The growing movements of critical social justice and critical race theory are raising concerns with at least one theologian, who says these ideologies are not only incompatible with Biblical Christianity but could be even considered downright evil.
"I wouldn't fault anyone for first saying that. ... I believe it is sinister," says Dr. Voddie Baucham, dean of Theology at African Christian University in Lusaka, Zambia. Despite work taking him to Africa, the dean maintains strong connections to the U.S., where he grew up, studied and where one of his sons are.
Baucham said, "Social justice is not about the outworking of Biblical justice. ... Social justice is rooted in these ideas of equity, not equality. ... Equality is about equal opportunities. Equity is about equal outcomes."

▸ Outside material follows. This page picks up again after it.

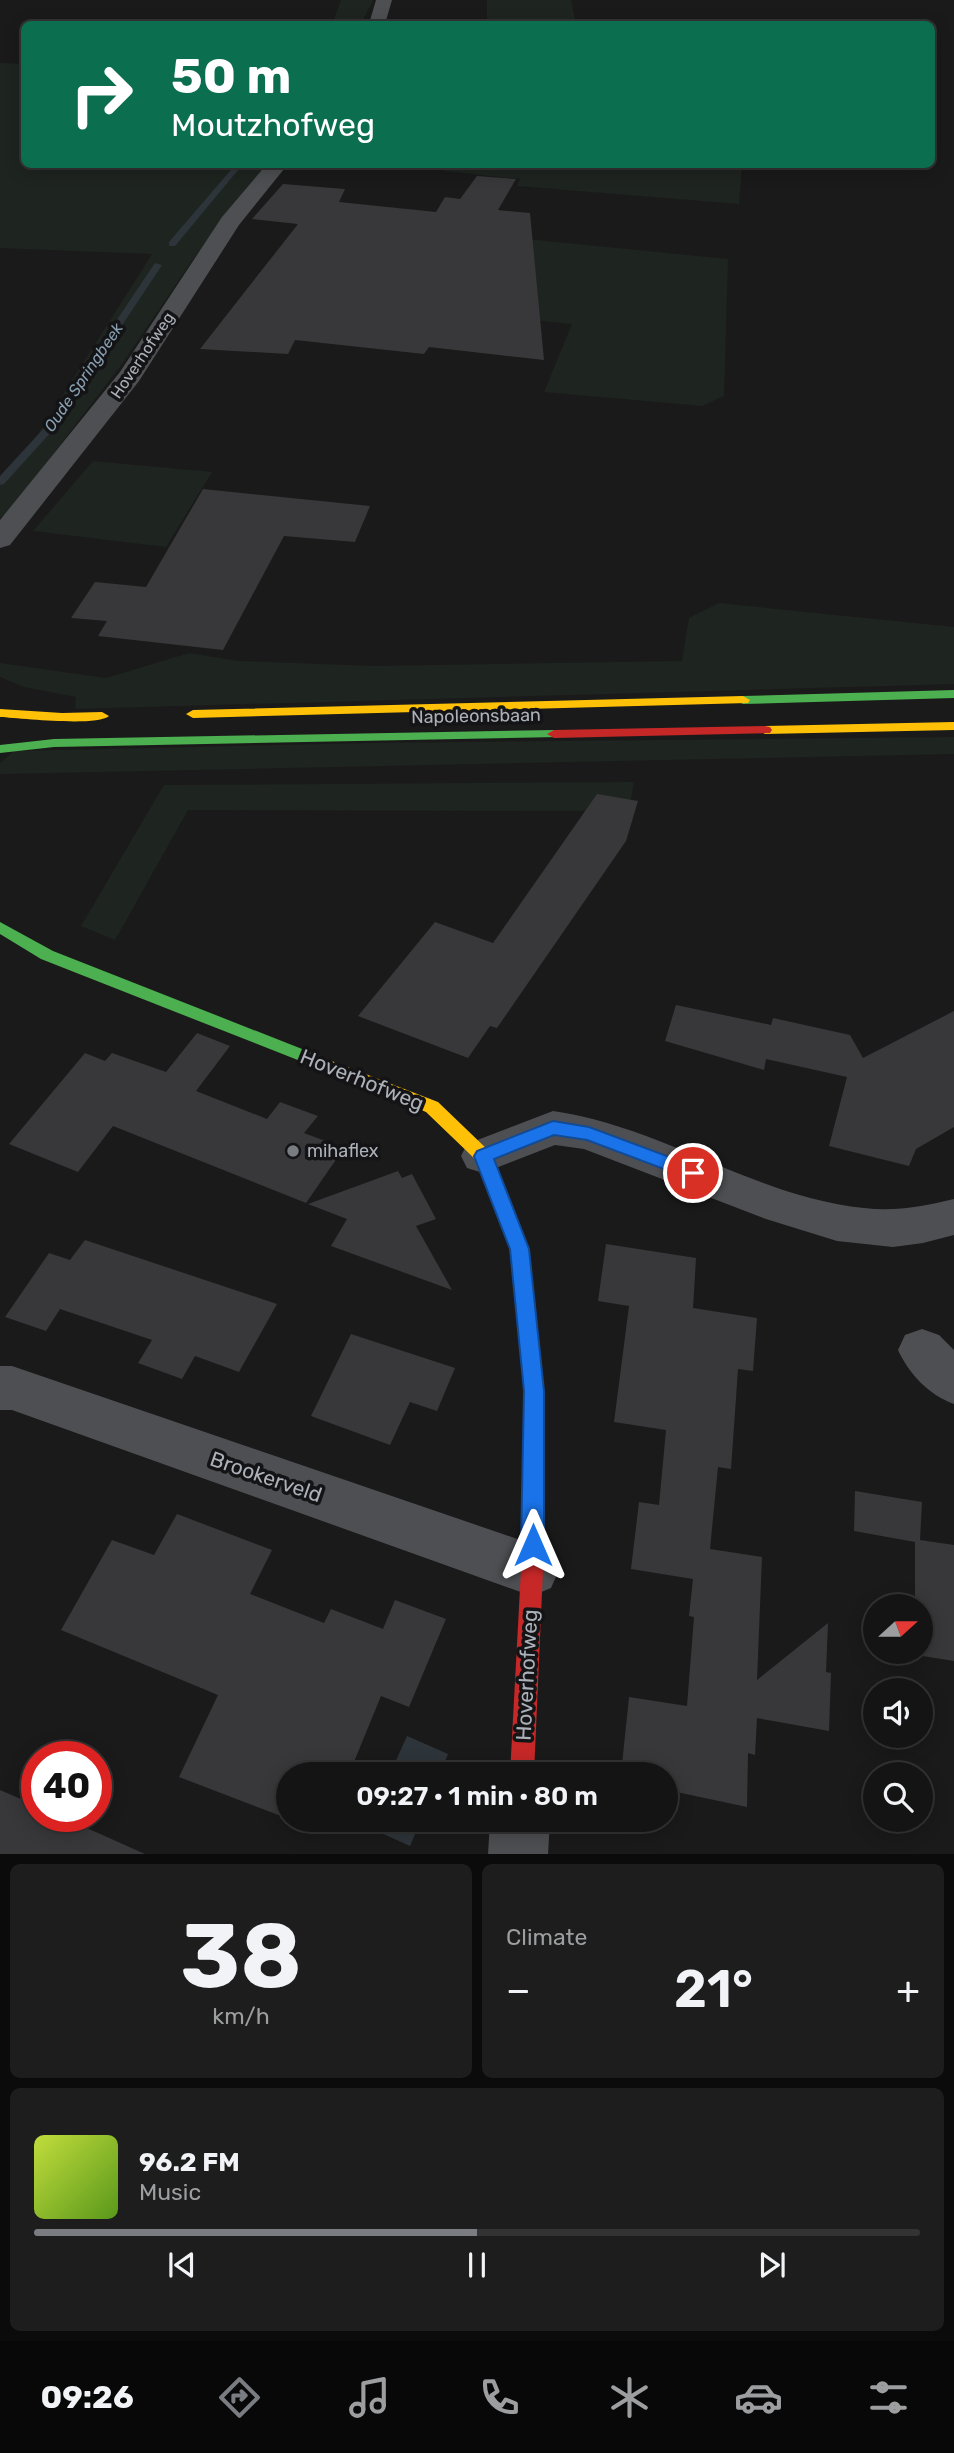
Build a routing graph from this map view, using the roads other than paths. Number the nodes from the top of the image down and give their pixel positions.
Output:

He goes on to say that "This term critical has been used in academic circles for a long time. There's critical pedagogy, critical race theory, critical whiteness studies and so on and so forth. And it has its roots in the Frankfurt school. It has its roots in this neo-Marxist movement of the 1930s, ‘40s, ’50s and '60s."

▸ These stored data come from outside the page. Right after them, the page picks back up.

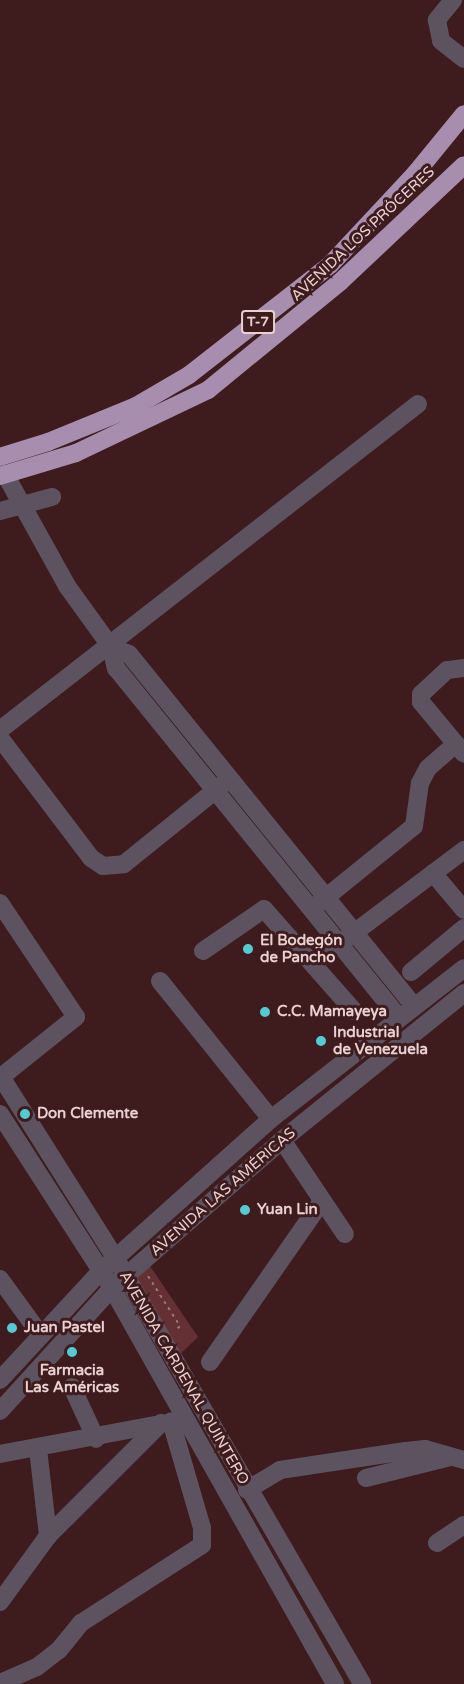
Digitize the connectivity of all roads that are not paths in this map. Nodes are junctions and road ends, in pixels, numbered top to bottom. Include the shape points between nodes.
1 (453, 0) edge
2 (464, 59) edge
3 (464, 114) edge
4 (464, 165) edge
5 (418, 404) dead end
6 (2, 469) edge
7 (52, 497) dead end
8 (25, 505) junction
9 (0, 511) edge
10 (111, 647) junction
11 (464, 668) edge
12 (0, 730) edge
13 (0, 738) edge
14 (460, 749) edge
15 (230, 779) junction
16 (215, 791) junction
17 (464, 850) edge
18 (433, 873) junction
19 (328, 896) junction
20 (0, 903) edge
21 (312, 908) junction
22 (464, 910) edge
23 (464, 928) edge
24 (348, 938) junction
25 (203, 951) dead end
26 (314, 963) junction
27 (464, 968) edge
28 (411, 972) dead end
29 (160, 981) dead end
30 (464, 993) edge
31 (414, 1006) junction
32 (354, 1011) dead end
33 (399, 1018) junction
34 (1, 1076) edge
35 (0, 1114) edge
36 (271, 1119) junction
37 (282, 1140) junction
38 (322, 1201) junction
39 (345, 1234) dead end
40 (116, 1258) junction
41 (101, 1270) junction
42 (126, 1276) junction
43 (0, 1279) edge
44 (112, 1288) junction
45 (40, 1334) junction
46 (210, 1362) dead end
47 (0, 1380) edge
48 (72, 1387) dead end
49 (0, 1411) edge
50 (172, 1420) junction
51 (96, 1438) junction
52 (38, 1449) junction
53 (0, 1454) edge
54 (458, 1458) edge
55 (366, 1478) dead end
56 (248, 1490) junction
57 (464, 1525) edge
58 (48, 1536) junction
59 (437, 1543) dead end
60 (0, 1602) edge
61 (0, 1683) edge
62 (335, 1684) edge
63 (362, 1684) edge

1 - 2 street via 437,21 441,41
3 - 6 highway, AVENIDA LOS PRÓCERES / T-7 via 415,174 330,265 189,375 136,406 48,442
4 - 6 highway, AVENIDA LOS PRÓCERES / T-7 via 340,282 208,390 76,453
5 - 10 street
6 - 8 street
7 - 8 street
8 - 9 street
8 - 10 street via 67,586
10 - 12 street
10 - 15 street via 129,654
10 - 16 street via 116,668
11 - 14 street via 447,670 421,694 422,702
13 - 16 street via 91,858 103,866 124,864
14 - 19 street via 428,768 420,783 414,826
15 - 16 street
15 - 19 street
16 - 21 street
17 - 18 street
18 - 22 street
18 - 24 street
19 - 21 street
19 - 24 street
20 - 34 street via 76,1017
21 - 24 street
23 - 28 street
24 - 26 street
24 - 31 street
24 - 33 street
25 - 26 street via 264,909
26 - 32 street
27 - 31 street, AVENIDA LAS AMÉRICAS
29 - 36 street
30 - 37 street, AVENIDA LAS AMÉRICAS
31 - 33 street, AVENIDA LAS AMÉRICAS
33 - 36 street, AVENIDA LAS AMÉRICAS
34 - 40 street, AVENIDA CARDENAL QUINTERO
35 - 41 street, AVENIDA CARDENAL QUINTERO
36 - 40 street, AVENIDA LAS AMÉRICAS
37 - 38 street
37 - 42 street, AVENIDA LAS AMÉRICAS
38 - 39 street
38 - 46 street
40 - 41 street, AVENIDA LAS AMÉRICAS
40 - 42 street, AVENIDA CARDENAL QUINTERO
41 - 44 street, AVENIDA CARDENAL QUINTERO
41 - 45 street, AVENIDA LAS AMÉRICAS
42 - 44 street, AVENIDA LAS AMÉRICAS
42 - 56 street, AVENIDA CARDENAL QUINTERO
43 - 45 street
44 - 49 street, AVENIDA LAS AMÉRICAS
44 - 50 street, AVENIDA CARDENAL QUINTERO
45 - 47 street, AVENIDA LAS AMÉRICAS
48 - 51 street
50 - 51 street
50 - 58 street
50 - 61 street via 202,1528 202,1545 81,1623 59,1650 37,1667
50 - 62 street, AVENIDA CARDENAL QUINTERO via 256,1546
51 - 52 street
52 - 53 street
52 - 58 street
54 - 55 street
54 - 56 street via 425,1449 280,1470
56 - 63 street, AVENIDA CARDENAL QUINTERO
57 - 59 street
58 - 60 street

By all accounts Baucham is a conservative. He's married and the father of nine children who are homeschooled. But he's a bit of an enigma, whose life defies the prescribed categories of what it means to an African American male.

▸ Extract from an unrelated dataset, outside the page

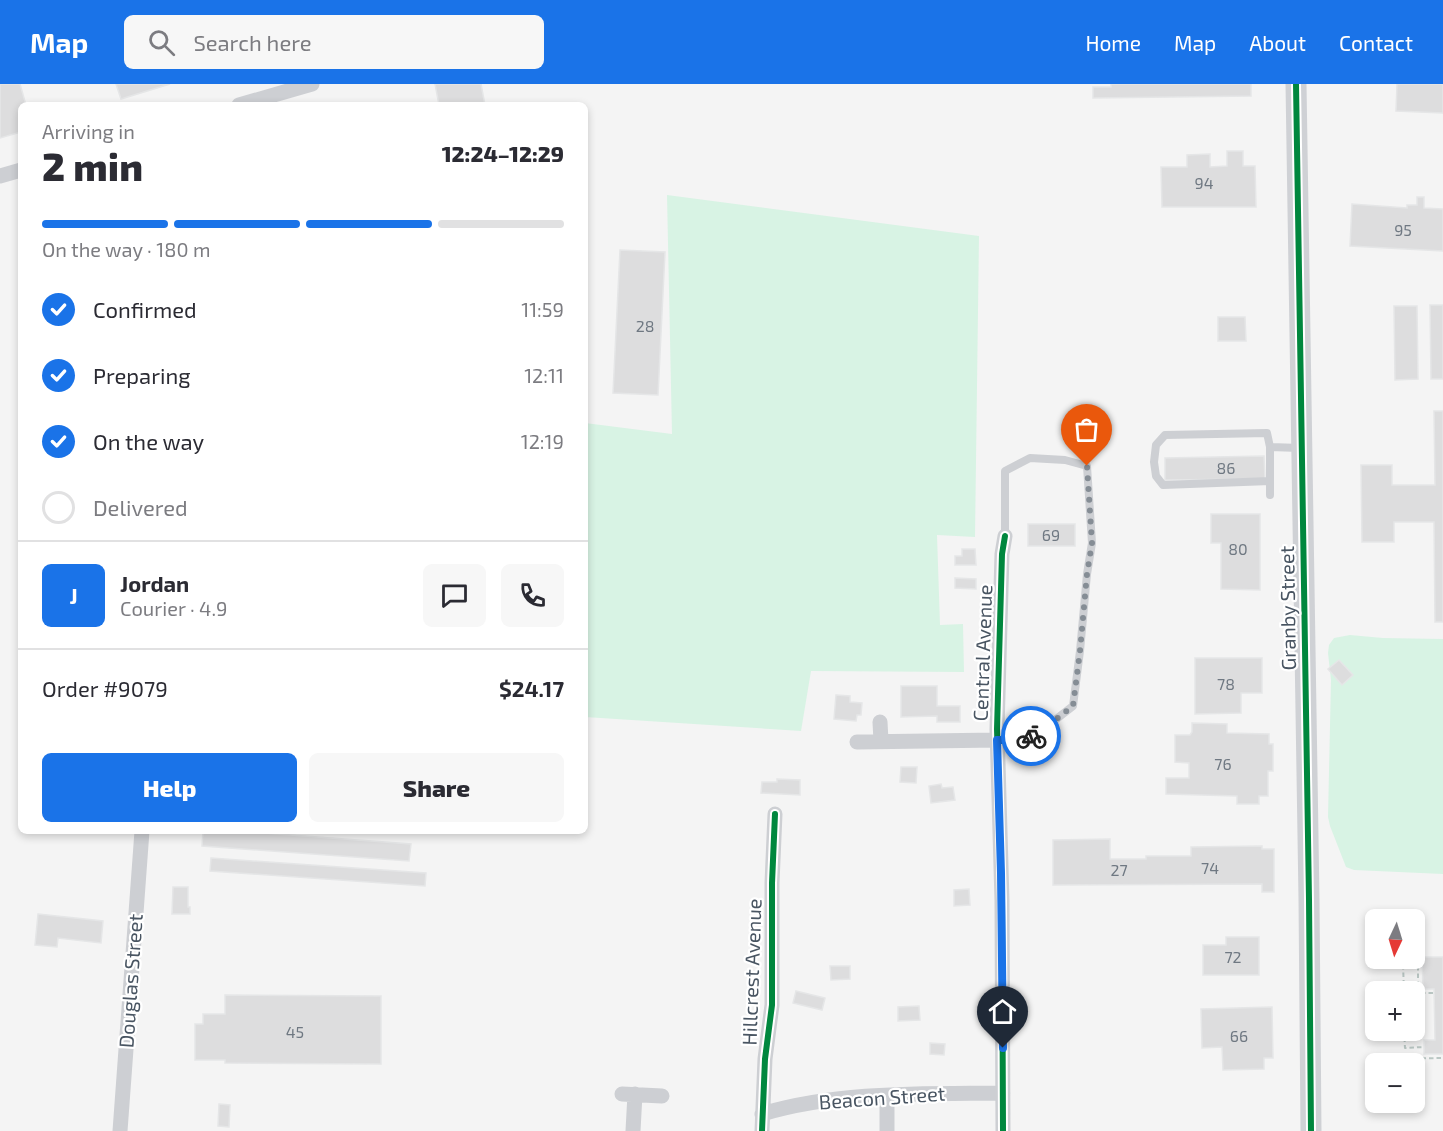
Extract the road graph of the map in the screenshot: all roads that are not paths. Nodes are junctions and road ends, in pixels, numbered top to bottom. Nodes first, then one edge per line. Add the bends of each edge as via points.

Raised by a single mother in the gang- and drug-infested neighborhood of Watts in Los Angeles, Baucham was steeped in his Black identity. He played college football and considered an NFL career. The professor studied at Houston Baptist University and Southwestern Baptist Theological Seminary, and did his post-graduate work in Oxford, England.
In the 1970s, Malcolm X was his hero ... until he met Jesus Christ.
Baucham talks about the "critical" challenges now facing the Christian church in its quest to be racially compassionate. He warns that Evangelicals in particular are teetering very close to denying the authority of Scripture in order to address the sin of racism. Baucham does not deny racism exists in America. He's been called the N-word enough times to vouch for its presence. But he does deny it being a systemic problem.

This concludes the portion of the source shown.